Caio um ex-viciado e culpado por um assassinato, depois de muitos anos afastado da capital, de onde havia saído e constituído uma nova vida, decide visitar novamente o Rio de Janeiro durante o natal. Chegando lá, encontra o pesadelo que havia deixado, iniciando ali uma intensa discussão interna extremamente conflitante entre seu passado, representado pela sua família, amigos e a própria cidade, e seu presente, ou seja, seu eu atual.
Uma família totalmente desestruturada, onde o diálogo é inexistente e manter as aparências de ‘unida e feliz’ estão sempre em primeiro plano, as relações de todos os personagens com Caio, exceto as crianças, são demasiadamente complicadas e pendentes, o que acaba se somando aos problemas cotidianos daquele grupo de pessoas. Eles se tratam, todos, como imensas cargas sobre seus ombros, não se suportando em nenhum momento, sem uma sequer cena de amor puro e simples, pois estas estavam sempre acompanhadas por um pacote de densidade problemática representada pelo silêncio cortante de vários diálogos ao longo de todo o filme.
A câmera é genial, muito moderna. Com os famosos ‘ângulos possíveis’ o telespectador se sente intrometido naquela história, dando um tom de realidade gigantesco. Closes constantes nos olhos abalados das personagens, mesclados as suas respectivas rugas, impressionavam e concretizavam ainda mais os conflitos expostos. O silêncio já mencionado acompanhavam esses closes.
Cenas retratando a luta com si mesmo eram intercaladas a outras que havia inteiração de personagens. As primeiras citadas eram profundamente bem construídas, onde o conflito era ainda mais explícito do que acirradas discussões entre as pessoas da própria família. A viagem para dentro de si era assustadora, resultando em castigos realizados por eles próprios, como fumar e beber sem parar. Esse modo de se torturar contribuía ainda mais para a realização do mergulho em si mesmo, pois o uso de drogas intensificava o sofrimento e a sinceridade.
A impressão de má explicação fica quando acabamos de ver o filme, pois o passado de Caio se torna cada vez mais interessante ao longo do filme, despertando grande curiosidade do telespectador e este não é totalmente esclarecido, porém o centro do longa não é a construção de uma história bem detalhada, e sim os problemas de uma família desestruturada que acabam ganhando maior ênfase em épocas em que todos se reúnem, como o natal.
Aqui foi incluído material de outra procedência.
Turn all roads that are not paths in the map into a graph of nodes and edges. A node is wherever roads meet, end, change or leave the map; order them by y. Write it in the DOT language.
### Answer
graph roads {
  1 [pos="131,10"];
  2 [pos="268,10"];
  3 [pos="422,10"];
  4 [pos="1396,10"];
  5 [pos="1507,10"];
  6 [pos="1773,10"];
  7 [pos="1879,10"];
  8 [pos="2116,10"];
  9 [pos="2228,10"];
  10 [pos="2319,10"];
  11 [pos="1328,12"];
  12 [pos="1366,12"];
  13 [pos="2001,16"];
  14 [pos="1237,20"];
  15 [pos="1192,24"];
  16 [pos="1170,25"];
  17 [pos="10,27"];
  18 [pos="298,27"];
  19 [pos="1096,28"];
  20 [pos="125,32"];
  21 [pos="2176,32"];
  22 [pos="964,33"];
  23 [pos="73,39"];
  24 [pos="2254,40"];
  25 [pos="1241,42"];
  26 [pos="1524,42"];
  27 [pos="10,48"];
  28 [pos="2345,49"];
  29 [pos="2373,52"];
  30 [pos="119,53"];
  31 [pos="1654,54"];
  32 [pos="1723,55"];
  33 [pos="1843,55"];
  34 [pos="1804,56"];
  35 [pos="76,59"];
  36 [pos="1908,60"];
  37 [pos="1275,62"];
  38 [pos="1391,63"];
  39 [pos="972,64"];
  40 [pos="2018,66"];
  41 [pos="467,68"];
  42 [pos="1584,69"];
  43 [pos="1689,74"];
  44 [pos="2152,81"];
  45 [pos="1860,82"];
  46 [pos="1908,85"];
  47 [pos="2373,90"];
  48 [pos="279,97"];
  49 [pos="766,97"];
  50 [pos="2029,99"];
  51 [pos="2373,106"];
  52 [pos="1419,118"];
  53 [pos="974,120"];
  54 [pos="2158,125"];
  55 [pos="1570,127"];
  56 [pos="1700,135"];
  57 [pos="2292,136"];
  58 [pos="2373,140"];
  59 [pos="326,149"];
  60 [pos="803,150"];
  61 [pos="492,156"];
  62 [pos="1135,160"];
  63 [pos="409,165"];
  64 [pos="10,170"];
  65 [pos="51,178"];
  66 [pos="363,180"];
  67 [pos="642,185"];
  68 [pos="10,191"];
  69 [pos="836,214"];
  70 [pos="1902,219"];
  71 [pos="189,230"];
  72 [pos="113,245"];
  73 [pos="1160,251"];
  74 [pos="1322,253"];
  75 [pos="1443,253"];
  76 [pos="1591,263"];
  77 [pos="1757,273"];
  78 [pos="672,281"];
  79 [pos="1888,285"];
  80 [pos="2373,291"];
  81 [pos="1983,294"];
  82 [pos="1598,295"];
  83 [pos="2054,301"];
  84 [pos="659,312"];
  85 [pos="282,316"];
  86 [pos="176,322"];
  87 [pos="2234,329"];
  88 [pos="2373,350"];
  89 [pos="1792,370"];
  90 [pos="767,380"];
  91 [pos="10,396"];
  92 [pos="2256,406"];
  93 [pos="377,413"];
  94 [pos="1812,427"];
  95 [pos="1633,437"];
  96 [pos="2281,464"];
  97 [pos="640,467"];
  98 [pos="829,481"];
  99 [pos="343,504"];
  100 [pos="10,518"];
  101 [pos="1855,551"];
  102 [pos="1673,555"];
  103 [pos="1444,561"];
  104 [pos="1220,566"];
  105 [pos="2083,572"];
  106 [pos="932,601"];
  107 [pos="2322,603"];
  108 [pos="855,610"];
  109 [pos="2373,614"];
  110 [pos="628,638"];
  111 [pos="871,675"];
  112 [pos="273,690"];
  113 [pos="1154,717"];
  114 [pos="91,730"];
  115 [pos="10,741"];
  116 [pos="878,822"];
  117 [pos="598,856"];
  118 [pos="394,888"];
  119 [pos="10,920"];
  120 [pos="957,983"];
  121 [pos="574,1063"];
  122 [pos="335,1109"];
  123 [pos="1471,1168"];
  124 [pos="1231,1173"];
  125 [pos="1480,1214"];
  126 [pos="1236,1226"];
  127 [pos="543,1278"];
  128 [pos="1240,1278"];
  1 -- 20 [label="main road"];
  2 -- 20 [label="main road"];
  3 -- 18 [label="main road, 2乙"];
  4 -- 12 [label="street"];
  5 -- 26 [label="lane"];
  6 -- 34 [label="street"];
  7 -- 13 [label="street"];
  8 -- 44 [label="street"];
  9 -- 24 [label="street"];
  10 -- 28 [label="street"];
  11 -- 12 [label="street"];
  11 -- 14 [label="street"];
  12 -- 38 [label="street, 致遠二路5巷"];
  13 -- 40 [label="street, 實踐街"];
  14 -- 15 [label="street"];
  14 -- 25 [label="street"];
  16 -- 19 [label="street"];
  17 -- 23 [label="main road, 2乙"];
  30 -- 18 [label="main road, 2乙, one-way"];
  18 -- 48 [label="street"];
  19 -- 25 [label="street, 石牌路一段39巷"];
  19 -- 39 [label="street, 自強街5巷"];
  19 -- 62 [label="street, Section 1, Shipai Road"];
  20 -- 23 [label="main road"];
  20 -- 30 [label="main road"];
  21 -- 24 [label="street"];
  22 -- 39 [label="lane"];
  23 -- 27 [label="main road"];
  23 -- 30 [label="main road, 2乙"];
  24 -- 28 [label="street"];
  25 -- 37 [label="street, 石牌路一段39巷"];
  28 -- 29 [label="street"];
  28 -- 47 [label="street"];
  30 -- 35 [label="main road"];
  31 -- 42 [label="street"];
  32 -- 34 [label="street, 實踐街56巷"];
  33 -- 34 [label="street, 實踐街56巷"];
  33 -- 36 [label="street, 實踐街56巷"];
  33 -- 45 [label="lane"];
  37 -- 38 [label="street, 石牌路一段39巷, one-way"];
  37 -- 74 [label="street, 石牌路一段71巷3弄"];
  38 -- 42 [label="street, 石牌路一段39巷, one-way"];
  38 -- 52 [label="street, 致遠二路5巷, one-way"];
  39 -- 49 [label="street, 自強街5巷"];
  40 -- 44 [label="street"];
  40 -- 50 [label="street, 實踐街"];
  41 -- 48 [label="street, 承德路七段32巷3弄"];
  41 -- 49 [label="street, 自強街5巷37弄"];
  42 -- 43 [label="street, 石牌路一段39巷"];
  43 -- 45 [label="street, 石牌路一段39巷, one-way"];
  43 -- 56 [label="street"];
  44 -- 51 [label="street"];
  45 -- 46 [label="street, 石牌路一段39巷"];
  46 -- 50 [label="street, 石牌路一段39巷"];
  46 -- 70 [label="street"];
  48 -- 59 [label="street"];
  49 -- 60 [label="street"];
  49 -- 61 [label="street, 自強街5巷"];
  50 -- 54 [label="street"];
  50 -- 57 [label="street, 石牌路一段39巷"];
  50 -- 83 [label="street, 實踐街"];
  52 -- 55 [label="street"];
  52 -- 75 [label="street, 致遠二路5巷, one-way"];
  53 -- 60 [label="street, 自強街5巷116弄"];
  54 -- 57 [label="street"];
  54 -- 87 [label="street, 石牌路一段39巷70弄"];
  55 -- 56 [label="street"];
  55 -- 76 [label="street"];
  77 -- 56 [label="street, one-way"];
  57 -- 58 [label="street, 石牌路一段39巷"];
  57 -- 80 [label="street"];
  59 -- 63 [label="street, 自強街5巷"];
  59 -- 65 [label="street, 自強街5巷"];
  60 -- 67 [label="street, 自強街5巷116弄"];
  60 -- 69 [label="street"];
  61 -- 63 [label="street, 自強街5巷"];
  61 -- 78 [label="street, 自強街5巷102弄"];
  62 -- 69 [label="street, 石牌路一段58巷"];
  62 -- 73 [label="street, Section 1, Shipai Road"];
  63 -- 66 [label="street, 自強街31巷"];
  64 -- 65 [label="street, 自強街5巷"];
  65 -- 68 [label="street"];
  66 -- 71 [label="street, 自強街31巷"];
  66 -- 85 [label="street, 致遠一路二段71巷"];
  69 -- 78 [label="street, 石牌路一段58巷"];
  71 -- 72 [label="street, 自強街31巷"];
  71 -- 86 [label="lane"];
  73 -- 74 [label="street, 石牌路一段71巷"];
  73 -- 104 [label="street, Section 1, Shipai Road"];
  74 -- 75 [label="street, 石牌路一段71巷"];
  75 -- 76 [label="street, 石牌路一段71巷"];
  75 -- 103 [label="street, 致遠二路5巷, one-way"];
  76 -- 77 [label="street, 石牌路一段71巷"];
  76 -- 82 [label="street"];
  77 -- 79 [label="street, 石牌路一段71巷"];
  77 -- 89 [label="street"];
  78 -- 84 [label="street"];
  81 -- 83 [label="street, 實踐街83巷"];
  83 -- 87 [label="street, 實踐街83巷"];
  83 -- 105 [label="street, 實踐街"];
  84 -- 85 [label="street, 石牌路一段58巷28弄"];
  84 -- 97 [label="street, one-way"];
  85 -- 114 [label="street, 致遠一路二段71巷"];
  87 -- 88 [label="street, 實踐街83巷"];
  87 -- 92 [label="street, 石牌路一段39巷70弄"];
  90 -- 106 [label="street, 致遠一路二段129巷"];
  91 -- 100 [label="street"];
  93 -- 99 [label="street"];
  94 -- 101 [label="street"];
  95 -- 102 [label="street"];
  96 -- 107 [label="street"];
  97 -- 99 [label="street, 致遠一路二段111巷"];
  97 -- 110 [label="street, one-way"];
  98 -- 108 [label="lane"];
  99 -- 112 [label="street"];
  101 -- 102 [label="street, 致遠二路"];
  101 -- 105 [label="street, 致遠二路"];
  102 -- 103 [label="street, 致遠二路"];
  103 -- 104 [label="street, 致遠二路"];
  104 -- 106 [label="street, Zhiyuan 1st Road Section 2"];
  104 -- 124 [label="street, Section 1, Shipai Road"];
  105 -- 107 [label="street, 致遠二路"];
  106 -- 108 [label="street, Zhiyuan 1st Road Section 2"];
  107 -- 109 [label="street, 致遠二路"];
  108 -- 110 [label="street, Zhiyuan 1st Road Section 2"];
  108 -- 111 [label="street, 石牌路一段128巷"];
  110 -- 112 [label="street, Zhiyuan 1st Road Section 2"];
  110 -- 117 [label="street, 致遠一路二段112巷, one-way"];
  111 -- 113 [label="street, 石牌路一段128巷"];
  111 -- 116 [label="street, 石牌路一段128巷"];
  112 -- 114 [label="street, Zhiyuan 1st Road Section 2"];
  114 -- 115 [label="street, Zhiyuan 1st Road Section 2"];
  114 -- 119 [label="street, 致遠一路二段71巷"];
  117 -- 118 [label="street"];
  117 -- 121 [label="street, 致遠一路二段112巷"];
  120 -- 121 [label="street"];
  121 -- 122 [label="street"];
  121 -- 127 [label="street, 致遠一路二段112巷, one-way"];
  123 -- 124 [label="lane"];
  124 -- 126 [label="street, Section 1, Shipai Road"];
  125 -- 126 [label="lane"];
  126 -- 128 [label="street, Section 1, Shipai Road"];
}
Esse é o primeiro filme dirigido por Selton Mello, o qual a direção de arte é maravilhosa, o uso da luz conjugado a uma trilha sonora simples e bem escolhida resultam num longa denso e bem objetivado. Os atores Paulo Guarnieri, Leonardo Medeiros, Lúcio Mauro, Darlene Glória e Grazielle Moretto estão impecáveis. O longa recebeu 3 indicações ao Grande Prêmio Cinema Brasil e ganhou outros prêmios muito bem merecidos.